Using place-based, community-led water quality monitoring programs to improve water quality (#6)

Alicia Buckle 1 , Debra Telford 2 , Emma-Lee Harper 1 , Sandra Henrich 2 , Fiona George 3 , Penny Scott 4 , Charles Hammond 1
  1. Terrain Natural Resource Management, Manunda, QLD, Australia
  2. Innisfail CANEGROWERS, Mourilyan, QLD, Australia
  3. Independent consultant, Deep Bay, Tasmania
  4. Independent consultant, Yungaburra, QLD, Australia

Land-based pollution is accepted by the scientific community as a risk to the Great Barrier Reef (GBR), yet this level of acceptance is not uniformly reflected in GBR communities. Based on a GBR Water Science Taskforce recommendation, the Queensland Government funded two Major Integrated Projects (MIPs) in the Burdekin and Wet Tropics to test a range of tools and approaches to improve water quality.

The Wet Tropics MIP was designed through an intensive eight-month stakeholder consultation process. Local-scale water quality monitoring emerged as one of five project activity areas. Landholders asked the project team to: ‘show me it’s my nitrogen’; demonstrate the benefits of actions already being undertaken; and test what else could be done. With this knowledge, landholders could make better-informed decisions regarding on-farm practice change.

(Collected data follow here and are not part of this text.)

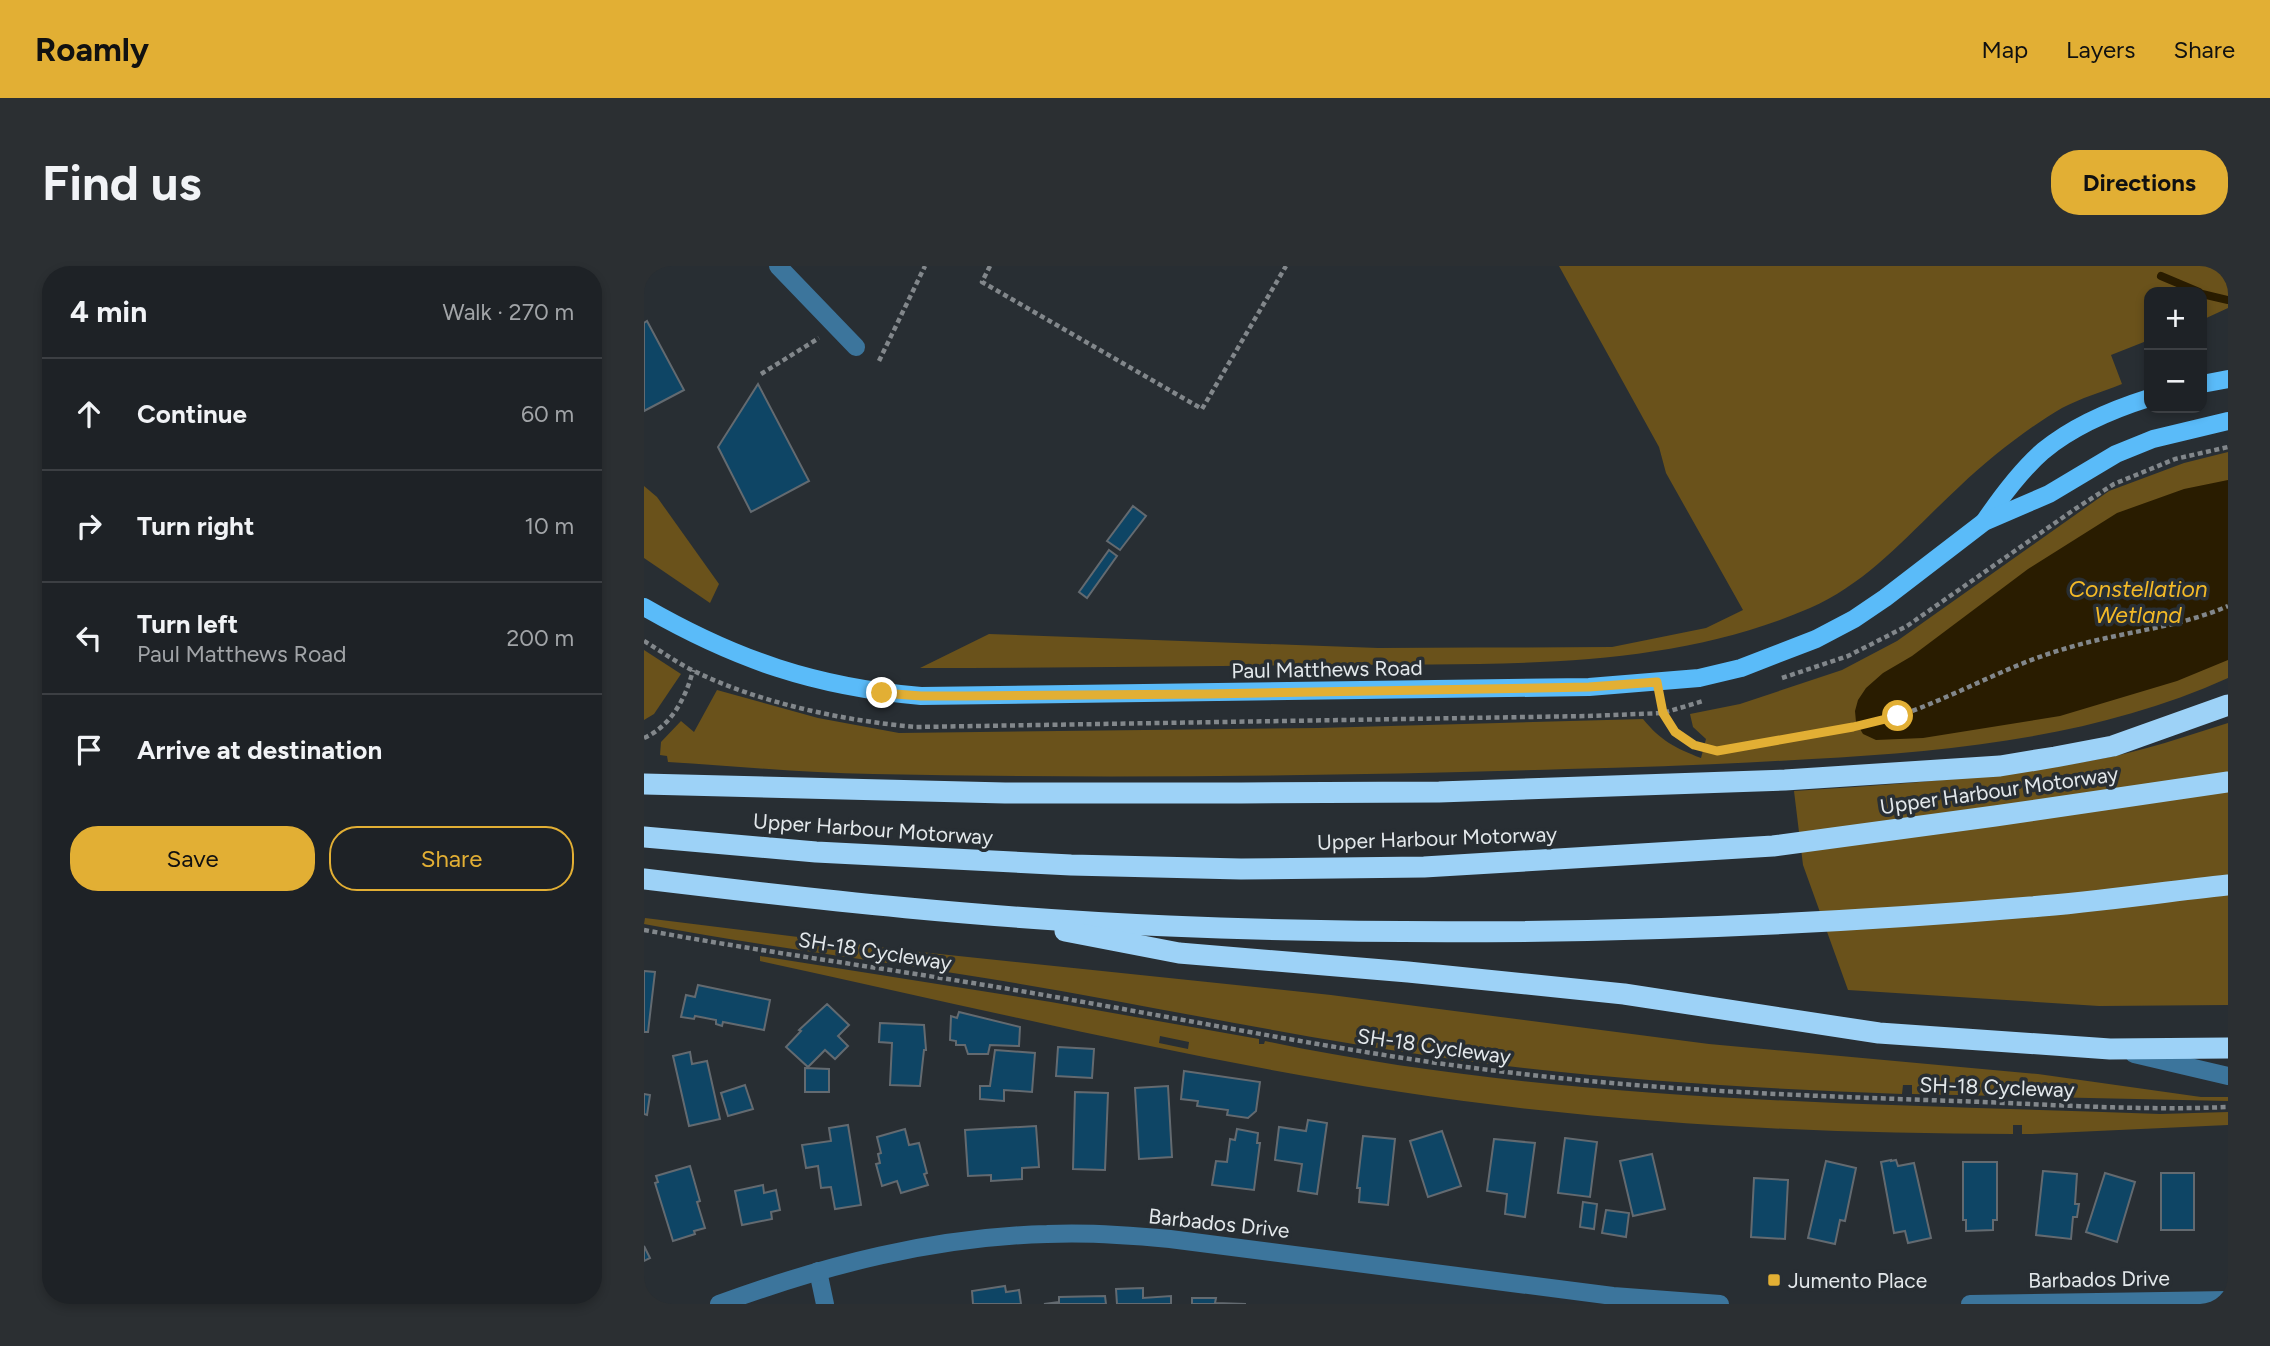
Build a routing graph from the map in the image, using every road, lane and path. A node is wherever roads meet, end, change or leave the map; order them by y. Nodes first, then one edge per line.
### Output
1 (778, 266) edge
2 (925, 266) edge
3 (990, 266) edge
4 (1286, 266) edge
5 (856, 347) dead end
6 (803, 349) dead end
7 (879, 361) dead end
8 (761, 374) dead end
9 (2228, 379) edge
10 (2207, 383) edge
11 (2144, 400) edge
12 (2228, 421) edge
13 (1984, 522) junction
14 (2228, 606) edge
15 (644, 607) edge
16 (644, 641) edge
17 (1657, 682) junction
18 (2228, 705) edge
19 (644, 738) edge
20 (2228, 782) edge
21 (644, 784) edge
22 (644, 837) edge
23 (644, 879) edge
24 (2228, 885) edge
25 (975, 914) junction
26 (644, 930) edge
27 (2228, 1048) edge
28 (2110, 1049) junction
29 (2228, 1076) edge
30 (2228, 1107) edge
31 (818, 1270) junction
32 (2228, 1300) edge
33 (2018, 1303) edge
34 (719, 1304) edge
35 (825, 1304) edge
36 (1720, 1304) edge
37 (1970, 1304) edge

1 - 5 street
2 - 7 path
3 - 4 path
6 - 8 path
9 - 10 main road
11 - 13 main road, Paul Matthews Road
12 - 13 main road, Paul Matthews Road
13 - 17 main road, Paul Matthews Road
14 - 17 path
15 - 17 main road, Paul Matthews Road
16 - 19 path
18 - 21 highway
20 - 22 highway, Upper Harbour Motorway
23 - 25 highway
24 - 25 highway
25 - 28 highway
26 - 30 path, SH-18 Cycleway
27 - 28 highway
28 - 29 street
31 - 34 street, Barbados Drive
31 - 35 street
31 - 36 street, Barbados Drive
32 - 33 street, Barbados Drive
33 - 37 street, Barbados Drive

Nutrient, sediment and pesticide monitoring was undertaken in waterways adjacent to different land uses, and under different stream-flow conditions, to demonstrate pollutant sources and high-risk periods. Sub-catchment pollutant loads were used to explore the relative contribution of different land uses, build trust in the Queensland Government’s pollutant models and understand the magnitude of change required to achieve targets.  Reductions in the frequency of pesticide detections and guideline exceedances, and early indications of reduced nitrogen loss at the paddock-scale, assured landholders their actions were making a difference.

A range of extension methods were used to share water quality data with landholders, with the ‘shed meeting’ forming the cornerstone. Independent project evaluators reported increases in landholder understanding of water quality issues (e.g., 84% of Johnstone growers indicated their thoughts/beliefs about water quality had changed). Local-scale water quality monitoring has been funded beyond the MIP to integrate with whole-of-farm practice change projects being led by the cane and banana industries. Approaches for delivering meaningful and enduring engagement between the scientific and farming communities will be presented.